EPaNIC (original research)
Trial question
What is the role of late initiation of parenteral nutrition in critically ill patients to supplement insufficient enteral nutrition?
Study design
Multi-center
Open label
RCT
Population
Characteristics of study participants
36.0% female
64.0% male
N = 4640
4640 patients (1668 female, 2972 male)
Inclusion criteria: adult patients in the ICU who had a score of ≥ 3 on nutritional risk screening
Key exclusion criteria: age < 18 years, moribund, do-not-resuscitate code, short bowel syndrome, home ventilation, diabetic coma, pregnancy/lactation, receipt of oral nutrition, BMI < 17, nutritional risk screening score < 3
Interventions
N=2328 late parenteral initiation (parenteral nutrition not initiated before day 8)
N=2312 early parenteral initiation (parenteral nutrition initiated within 48 hours after ICU admission)
Primary outcome
Duration of stay in intensive care unit
3
4
4.0 days
3.0 days
2.0 days
1.0 days
0.0 days
Late parenteral
initiation
Early parenteral
initiation
Significant
increase ▲
Significant increase in duration of stay in the ICU (3 days vs. 4 days; HR 1.06, 95% CI 1 to 1.13)
Secondary outcomes
Significant decrease in new infection (22.8% vs. 26.2%; RR 0.87, 95% CI 0.23 to 1.51)

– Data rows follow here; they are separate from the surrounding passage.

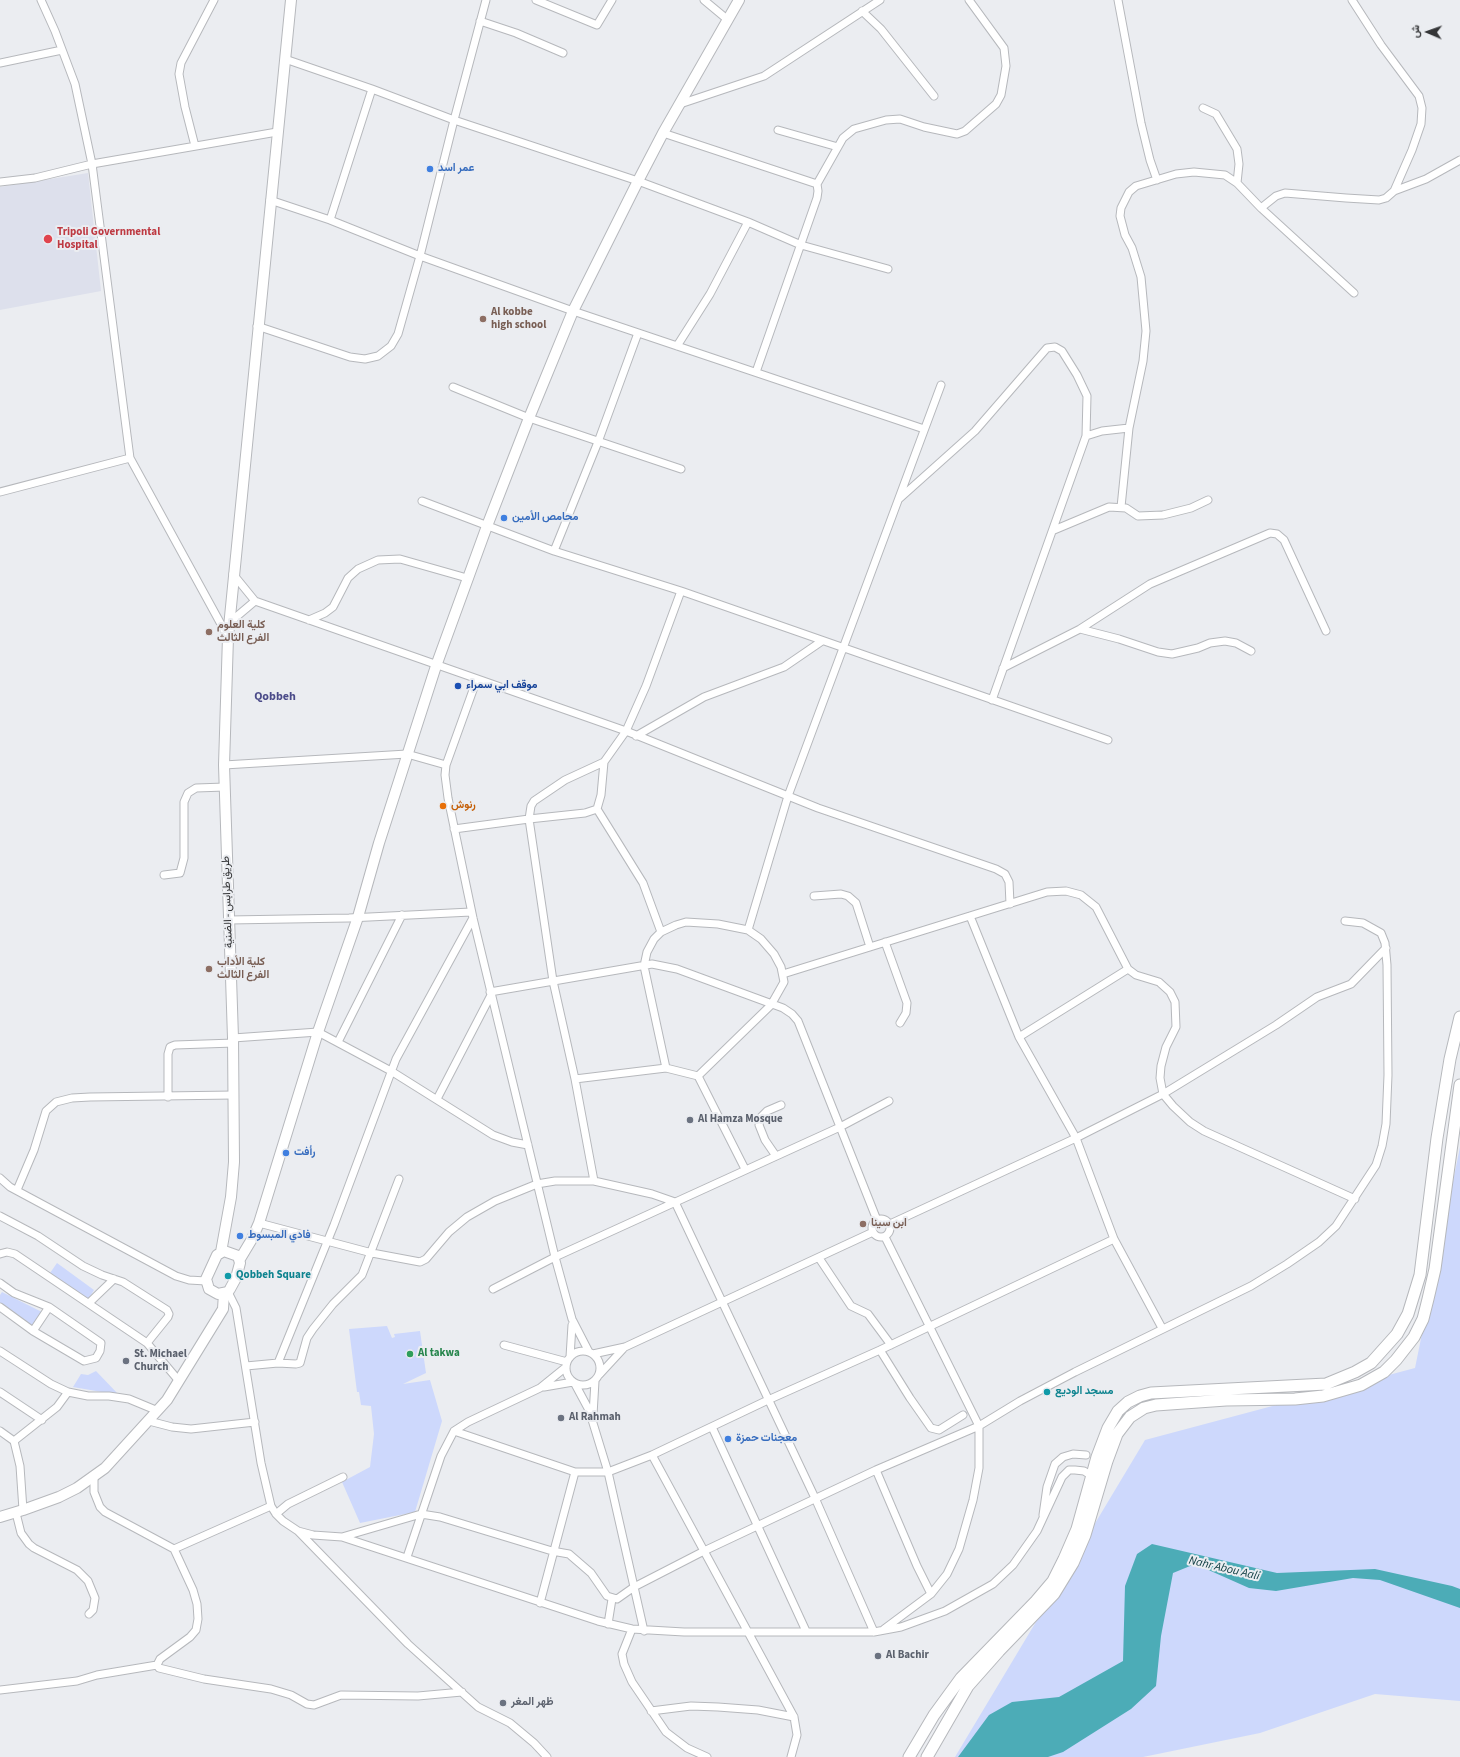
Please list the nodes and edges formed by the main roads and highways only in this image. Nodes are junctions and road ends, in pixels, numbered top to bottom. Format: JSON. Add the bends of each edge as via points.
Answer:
{"nodes":[{"id":1,"x":291,"y":0,"type":"edge"},
{"id":2,"x":739,"y":0,"type":"edge"},
{"id":3,"x":1460,"y":1017,"type":"edge"},
{"id":4,"x":1460,"y":1085,"type":"edge"},
{"id":5,"x":1442,"y":1106,"type":"junction"},
{"id":6,"x":1456,"y":1108,"type":"junction"},
{"id":7,"x":221,"y":1252,"type":"junction"},
{"id":8,"x":1422,"y":1254,"type":"junction"},
{"id":9,"x":1437,"y":1256,"type":"junction"},
{"id":10,"x":240,"y":1259,"type":"junction"},
{"id":11,"x":226,"y":1292,"type":"junction"},
{"id":12,"x":0,"y":1516,"type":"edge"},
{"id":13,"x":934,"y":1715,"type":"junction"},
{"id":14,"x":909,"y":1757,"type":"edge"},
{"id":15,"x":916,"y":1757,"type":"edge"},
{"id":16,"x":926,"y":1757,"type":"edge"}],
"edges":[{"from":1,"to":7,"type":"main road","name":"طريق طرابس - الضنية","via":[[228,637],[224,765],[234,1041],[234,1162],[231,1197]]},
{"from":2,"to":10,"type":"main road","via":[[638,181],[573,311],[528,418],[436,666],[259,1223]]},
{"from":3,"to":5,"type":"main road"},
{"from":4,"to":6,"type":"main road"},
{"from":5,"to":6,"type":"main road"},
{"from":5,"to":8,"type":"main road"},
{"from":6,"to":9,"type":"main road"},
{"from":7,"to":10,"type":"main road","via":[[235,1254]]},
{"from":7,"to":11,"type":"main road","via":[[213,1262],[206,1282],[211,1291],[218,1294]]},
{"from":8,"to":9,"type":"main road"},
{"from":8,"to":13,"type":"main road","via":[[1420,1275],[1408,1314],[1397,1334],[1371,1363],[1356,1372],[1320,1384],[1181,1391],[1140,1396],[1118,1411],[1108,1428],[1077,1529],[1052,1581],[1036,1601],[961,1678]]},
{"from":9,"to":16,"type":"main road","via":[[1423,1319],[1414,1337],[1384,1372],[1361,1385],[1323,1396],[1295,1399],[1181,1402],[1144,1408],[1130,1417],[1104,1460],[1085,1535],[1073,1563],[1054,1594],[968,1686]]},
{"from":10,"to":11,"type":"main road","via":[[236,1278]]},
{"from":11,"to":12,"type":"main road","via":[[223,1309],[158,1411],[94,1477],[59,1497],[20,1512]]},
{"from":13,"to":14,"type":"main road"},
{"from":13,"to":15,"type":"main road"}]}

Significant increase in duration of hospital stay (14 days vs. 16 days; HR 1.06, 95% CI 1 to 1.13)
No significant difference in mechanical ventilation duration (2 days vs. 2 days; HR 1.06, 95% CI 0.99 to 1.12)
Safety outcomes
No significant differences in death in the ICU and hospital, nutrition-related complication.
Significant differences in discharged live from ICU within 8 days (75.2% vs. 71.7%), hypoglycemia during intervention (3.5% vs. 1.9%).
Conclusion
In adult patients in the ICU who had a score of ≥ 3 on nutritional risk screening, late parenteral initiation was superior to early parenteral initiation with respect to duration of stay in the ICU.
Reference
Michael P Casaer, Dieter Mesotten, Greet Hermans et al. Early versus late parenteral nutrition in critically ill adults. N Engl J Med. 2011 Aug 11;365(6):506-17.